Please determine how many lines of the material include the word "lineWidth", and respond with nothing but that number.

# Data shown:

= Beginning of Section =

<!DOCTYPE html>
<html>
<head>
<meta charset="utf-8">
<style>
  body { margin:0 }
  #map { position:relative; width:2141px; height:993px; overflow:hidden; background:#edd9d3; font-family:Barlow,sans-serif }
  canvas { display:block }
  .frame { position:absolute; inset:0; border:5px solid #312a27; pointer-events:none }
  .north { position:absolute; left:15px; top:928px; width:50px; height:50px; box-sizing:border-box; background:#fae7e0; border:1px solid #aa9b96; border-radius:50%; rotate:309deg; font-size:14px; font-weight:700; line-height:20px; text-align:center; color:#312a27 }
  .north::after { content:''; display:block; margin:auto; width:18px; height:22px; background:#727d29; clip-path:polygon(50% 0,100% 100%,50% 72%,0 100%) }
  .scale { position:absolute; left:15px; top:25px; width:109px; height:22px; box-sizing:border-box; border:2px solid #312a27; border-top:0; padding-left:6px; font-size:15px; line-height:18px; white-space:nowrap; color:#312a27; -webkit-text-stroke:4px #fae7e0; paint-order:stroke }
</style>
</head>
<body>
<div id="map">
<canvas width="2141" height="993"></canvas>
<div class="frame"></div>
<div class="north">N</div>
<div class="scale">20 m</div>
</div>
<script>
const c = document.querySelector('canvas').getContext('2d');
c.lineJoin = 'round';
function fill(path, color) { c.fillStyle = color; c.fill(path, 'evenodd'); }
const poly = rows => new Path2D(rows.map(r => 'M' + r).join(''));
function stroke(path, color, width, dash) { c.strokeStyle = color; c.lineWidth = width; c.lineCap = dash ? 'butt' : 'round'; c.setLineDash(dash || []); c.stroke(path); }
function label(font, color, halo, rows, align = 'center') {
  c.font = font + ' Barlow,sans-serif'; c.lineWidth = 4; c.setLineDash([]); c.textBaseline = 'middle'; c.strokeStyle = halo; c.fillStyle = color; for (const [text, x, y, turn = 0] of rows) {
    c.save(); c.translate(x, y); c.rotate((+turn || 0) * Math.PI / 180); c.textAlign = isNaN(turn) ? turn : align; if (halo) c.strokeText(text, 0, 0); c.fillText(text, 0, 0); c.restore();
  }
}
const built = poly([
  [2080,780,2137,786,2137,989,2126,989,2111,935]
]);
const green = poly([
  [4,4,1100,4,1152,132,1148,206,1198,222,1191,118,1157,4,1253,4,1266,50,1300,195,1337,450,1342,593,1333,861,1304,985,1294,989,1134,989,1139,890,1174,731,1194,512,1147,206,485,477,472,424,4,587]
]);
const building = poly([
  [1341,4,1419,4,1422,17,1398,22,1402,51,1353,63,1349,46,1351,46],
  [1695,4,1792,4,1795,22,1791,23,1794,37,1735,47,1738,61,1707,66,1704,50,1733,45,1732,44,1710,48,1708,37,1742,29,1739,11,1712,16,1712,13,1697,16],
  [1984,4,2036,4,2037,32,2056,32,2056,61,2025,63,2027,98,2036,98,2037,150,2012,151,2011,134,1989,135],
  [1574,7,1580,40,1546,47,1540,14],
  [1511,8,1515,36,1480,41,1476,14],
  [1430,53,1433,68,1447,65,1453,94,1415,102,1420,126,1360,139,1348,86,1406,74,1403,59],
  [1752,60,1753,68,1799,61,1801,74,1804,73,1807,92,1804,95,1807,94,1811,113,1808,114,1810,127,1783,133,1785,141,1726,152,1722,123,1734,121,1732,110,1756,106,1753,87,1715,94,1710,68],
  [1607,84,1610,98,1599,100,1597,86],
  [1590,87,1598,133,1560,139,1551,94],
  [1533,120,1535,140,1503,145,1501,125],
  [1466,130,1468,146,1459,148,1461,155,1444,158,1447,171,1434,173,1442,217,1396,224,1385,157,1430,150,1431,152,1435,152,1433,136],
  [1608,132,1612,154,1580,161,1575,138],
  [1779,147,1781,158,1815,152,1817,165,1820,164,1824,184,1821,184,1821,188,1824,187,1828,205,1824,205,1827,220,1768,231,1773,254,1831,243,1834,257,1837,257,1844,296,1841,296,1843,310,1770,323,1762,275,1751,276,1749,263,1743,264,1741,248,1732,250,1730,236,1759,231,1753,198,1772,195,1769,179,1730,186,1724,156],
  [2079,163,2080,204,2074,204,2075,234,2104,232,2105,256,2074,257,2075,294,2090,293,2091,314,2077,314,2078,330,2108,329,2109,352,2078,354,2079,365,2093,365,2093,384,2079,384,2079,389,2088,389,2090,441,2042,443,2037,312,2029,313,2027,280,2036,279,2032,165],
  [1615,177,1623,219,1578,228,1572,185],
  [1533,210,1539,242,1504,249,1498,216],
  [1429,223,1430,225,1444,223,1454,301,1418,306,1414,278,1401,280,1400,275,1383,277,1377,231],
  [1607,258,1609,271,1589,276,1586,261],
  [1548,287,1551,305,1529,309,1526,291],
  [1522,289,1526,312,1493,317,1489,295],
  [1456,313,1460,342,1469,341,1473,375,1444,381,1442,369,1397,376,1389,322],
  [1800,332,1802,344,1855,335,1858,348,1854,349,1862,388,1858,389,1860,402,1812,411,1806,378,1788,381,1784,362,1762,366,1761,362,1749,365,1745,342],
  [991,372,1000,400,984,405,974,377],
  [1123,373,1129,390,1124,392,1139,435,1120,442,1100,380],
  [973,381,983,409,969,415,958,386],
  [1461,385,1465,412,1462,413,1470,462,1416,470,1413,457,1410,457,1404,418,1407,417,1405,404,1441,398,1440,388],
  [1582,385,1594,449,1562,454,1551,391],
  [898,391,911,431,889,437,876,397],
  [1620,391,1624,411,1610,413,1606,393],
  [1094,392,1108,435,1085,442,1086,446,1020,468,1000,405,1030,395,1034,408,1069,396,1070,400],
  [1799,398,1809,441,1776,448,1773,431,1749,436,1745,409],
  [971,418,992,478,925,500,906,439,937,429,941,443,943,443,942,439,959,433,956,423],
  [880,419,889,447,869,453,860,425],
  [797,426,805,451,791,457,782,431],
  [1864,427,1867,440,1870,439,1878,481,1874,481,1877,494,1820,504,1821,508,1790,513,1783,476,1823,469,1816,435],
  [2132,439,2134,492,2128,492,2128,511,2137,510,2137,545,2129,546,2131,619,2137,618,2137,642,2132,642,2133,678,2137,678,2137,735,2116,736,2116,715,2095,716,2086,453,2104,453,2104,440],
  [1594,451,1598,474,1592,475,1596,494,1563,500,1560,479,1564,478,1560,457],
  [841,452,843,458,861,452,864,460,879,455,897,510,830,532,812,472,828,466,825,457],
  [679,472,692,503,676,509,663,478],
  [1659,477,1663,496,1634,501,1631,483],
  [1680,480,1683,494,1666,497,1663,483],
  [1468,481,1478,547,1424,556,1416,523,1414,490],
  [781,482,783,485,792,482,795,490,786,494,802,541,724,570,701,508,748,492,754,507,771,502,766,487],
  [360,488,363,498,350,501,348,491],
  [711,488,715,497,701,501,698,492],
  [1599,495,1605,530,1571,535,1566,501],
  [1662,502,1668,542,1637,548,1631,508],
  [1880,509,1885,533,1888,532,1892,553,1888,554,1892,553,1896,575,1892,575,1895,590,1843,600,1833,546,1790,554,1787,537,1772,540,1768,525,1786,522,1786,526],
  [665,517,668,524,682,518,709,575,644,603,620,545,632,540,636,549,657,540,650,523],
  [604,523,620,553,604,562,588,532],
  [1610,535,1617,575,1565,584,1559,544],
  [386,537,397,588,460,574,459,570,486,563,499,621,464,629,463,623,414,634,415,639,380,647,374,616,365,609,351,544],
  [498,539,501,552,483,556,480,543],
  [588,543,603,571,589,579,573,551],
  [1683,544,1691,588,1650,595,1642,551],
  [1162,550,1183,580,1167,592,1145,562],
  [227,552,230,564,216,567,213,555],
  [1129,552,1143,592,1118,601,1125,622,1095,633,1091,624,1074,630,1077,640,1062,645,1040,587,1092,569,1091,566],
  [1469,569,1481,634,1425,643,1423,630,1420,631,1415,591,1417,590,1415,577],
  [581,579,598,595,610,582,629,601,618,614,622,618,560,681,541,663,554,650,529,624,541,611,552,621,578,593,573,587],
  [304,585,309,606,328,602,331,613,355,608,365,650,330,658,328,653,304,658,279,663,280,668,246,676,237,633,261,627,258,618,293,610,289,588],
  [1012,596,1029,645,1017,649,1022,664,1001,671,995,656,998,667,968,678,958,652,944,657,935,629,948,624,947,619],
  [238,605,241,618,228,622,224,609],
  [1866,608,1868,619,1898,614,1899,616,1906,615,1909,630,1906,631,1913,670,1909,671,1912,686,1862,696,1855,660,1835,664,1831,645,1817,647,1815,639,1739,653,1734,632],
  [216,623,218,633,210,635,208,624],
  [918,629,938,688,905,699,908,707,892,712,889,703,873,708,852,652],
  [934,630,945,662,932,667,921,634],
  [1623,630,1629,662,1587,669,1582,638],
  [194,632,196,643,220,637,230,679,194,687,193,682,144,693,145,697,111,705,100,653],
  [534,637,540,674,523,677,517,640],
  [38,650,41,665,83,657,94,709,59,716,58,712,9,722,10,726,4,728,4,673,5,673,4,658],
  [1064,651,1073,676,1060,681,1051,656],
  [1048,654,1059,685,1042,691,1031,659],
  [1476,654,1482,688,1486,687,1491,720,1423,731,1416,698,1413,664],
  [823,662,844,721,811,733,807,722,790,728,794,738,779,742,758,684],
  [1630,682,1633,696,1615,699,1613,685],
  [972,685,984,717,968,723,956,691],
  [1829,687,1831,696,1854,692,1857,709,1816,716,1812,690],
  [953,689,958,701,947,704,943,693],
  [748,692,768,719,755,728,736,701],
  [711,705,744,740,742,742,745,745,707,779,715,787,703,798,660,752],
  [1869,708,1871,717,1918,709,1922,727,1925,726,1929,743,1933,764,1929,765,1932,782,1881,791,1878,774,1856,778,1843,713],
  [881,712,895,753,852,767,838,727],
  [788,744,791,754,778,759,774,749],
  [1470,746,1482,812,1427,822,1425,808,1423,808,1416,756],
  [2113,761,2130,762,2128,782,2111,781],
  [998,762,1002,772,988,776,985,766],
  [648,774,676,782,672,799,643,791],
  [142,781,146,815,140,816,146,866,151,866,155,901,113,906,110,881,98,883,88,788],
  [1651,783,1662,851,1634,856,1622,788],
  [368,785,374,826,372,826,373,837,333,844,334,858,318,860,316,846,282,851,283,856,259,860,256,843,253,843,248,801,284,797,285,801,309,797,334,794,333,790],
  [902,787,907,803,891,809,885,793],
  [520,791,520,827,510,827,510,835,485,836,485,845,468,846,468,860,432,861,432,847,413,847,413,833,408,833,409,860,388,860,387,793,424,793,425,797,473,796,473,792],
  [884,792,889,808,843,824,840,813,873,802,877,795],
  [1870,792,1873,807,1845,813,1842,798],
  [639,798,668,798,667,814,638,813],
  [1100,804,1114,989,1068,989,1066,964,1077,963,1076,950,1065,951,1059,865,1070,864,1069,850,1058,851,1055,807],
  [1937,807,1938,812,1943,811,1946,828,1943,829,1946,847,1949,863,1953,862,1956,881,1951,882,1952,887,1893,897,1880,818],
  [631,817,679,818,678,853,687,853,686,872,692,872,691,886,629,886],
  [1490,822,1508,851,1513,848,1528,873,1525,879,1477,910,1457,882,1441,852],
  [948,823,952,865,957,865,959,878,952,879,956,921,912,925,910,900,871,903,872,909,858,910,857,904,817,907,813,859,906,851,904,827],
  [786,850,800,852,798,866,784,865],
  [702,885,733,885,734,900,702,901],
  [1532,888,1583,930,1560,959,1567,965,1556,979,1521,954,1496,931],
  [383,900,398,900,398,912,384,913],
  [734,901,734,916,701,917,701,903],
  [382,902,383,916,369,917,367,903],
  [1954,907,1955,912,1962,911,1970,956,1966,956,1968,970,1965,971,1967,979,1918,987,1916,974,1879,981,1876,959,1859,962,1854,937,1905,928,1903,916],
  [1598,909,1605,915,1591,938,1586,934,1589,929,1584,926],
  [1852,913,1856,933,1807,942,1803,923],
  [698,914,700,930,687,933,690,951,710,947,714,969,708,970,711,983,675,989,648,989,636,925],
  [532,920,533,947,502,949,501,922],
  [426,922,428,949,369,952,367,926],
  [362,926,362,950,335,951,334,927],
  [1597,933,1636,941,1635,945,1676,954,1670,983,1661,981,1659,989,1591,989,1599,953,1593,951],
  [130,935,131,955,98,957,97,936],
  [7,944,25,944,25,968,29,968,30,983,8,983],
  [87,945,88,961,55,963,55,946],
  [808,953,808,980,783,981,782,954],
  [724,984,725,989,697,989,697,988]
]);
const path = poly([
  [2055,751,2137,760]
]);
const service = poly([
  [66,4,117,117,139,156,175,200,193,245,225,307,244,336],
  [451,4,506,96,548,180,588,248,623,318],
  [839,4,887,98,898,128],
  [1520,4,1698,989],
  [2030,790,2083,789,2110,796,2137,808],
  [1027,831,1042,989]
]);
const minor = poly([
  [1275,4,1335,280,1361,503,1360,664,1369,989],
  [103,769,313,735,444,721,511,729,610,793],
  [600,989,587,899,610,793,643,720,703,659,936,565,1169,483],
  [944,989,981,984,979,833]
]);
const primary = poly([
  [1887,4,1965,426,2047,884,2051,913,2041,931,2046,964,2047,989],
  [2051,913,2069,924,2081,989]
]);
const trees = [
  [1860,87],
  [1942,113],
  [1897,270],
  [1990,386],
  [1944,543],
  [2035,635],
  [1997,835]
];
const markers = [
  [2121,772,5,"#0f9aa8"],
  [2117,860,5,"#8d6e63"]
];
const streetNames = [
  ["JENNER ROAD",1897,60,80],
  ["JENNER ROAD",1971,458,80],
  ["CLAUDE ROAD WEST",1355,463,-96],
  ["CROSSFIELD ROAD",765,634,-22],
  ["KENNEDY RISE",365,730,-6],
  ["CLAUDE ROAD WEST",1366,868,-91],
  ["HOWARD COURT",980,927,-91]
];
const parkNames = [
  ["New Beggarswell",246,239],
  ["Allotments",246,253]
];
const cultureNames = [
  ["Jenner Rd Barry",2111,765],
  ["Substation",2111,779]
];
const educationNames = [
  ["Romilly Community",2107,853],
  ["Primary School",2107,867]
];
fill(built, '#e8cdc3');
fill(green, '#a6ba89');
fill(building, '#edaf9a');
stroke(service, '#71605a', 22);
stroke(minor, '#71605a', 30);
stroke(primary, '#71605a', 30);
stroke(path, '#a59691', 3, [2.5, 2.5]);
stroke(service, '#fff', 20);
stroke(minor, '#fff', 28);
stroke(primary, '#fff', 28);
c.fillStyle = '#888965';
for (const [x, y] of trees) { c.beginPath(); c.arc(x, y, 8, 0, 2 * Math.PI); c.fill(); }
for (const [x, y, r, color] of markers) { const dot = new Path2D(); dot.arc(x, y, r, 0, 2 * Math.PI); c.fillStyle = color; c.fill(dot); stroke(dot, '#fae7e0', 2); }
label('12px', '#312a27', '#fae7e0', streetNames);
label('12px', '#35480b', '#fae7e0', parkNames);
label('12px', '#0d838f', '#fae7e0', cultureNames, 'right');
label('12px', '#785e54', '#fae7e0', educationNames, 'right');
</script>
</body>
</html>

= End of Section =

# Answer below:
2